===== Given entries
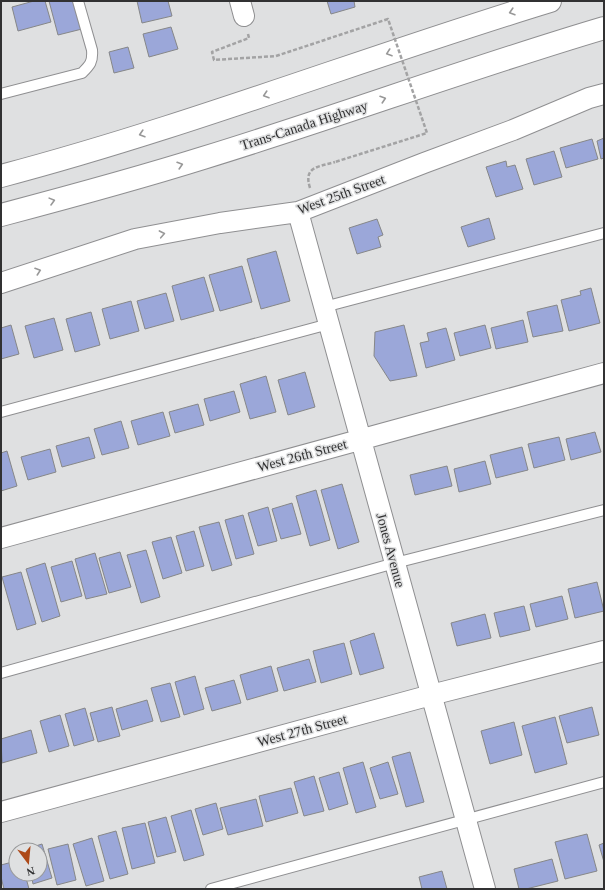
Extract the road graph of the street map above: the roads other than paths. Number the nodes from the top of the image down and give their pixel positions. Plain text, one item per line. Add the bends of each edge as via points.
1 (78, 1) edge
2 (550, 1) edge
3 (604, 28) edge
4 (604, 39) edge
5 (500, 60) junction
6 (1, 94) edge
7 (604, 94) edge
8 (1, 176) edge
9 (298, 212) junction
10 (8, 213) edge
11 (604, 233) edge
12 (1, 283) edge
13 (327, 315) junction
14 (604, 373) edge
15 (1, 412) edge
16 (361, 439) junction
17 (604, 510) edge
18 (1, 538) edge
19 (395, 563) junction
20 (604, 651) edge
21 (1, 673) edge
22 (431, 695) junction
23 (604, 782) edge
24 (1, 812) edge
25 (466, 820) junction
26 (211, 889) edge
27 (485, 889) edge

1 - 6 lane via 92,50 91,64 82,73
2 -> 8 highway via 191,119
3 - 5 highway, Trans-Canada Highway
4 - 5 highway
10 -> 5 highway, Trans-Canada Highway via 204,158
7 - 9 street, West 25th Street
12 -> 9 street, West 25th Street via 135,239
9 - 13 street, Jones Avenue
11 - 13 lane
13 - 15 lane
13 - 16 street, Jones Avenue
14 - 16 street, West 26th Street
16 - 18 street, West 26th Street
16 - 19 street, Jones Avenue
17 - 19 lane
19 - 21 lane
19 - 22 street, Jones Avenue
20 - 22 street, West 27th Street
22 - 24 street, West 27th Street
22 - 25 street, Jones Avenue
23 - 25 lane
25 - 26 lane
25 - 27 street, Jones Avenue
==========
### Your task:
Take every line from the records that holds "Canada" and copy it down.

### Your response:
3 - 5 highway, Trans-Canada Highway
10 -> 5 highway, Trans-Canada Highway via 204,158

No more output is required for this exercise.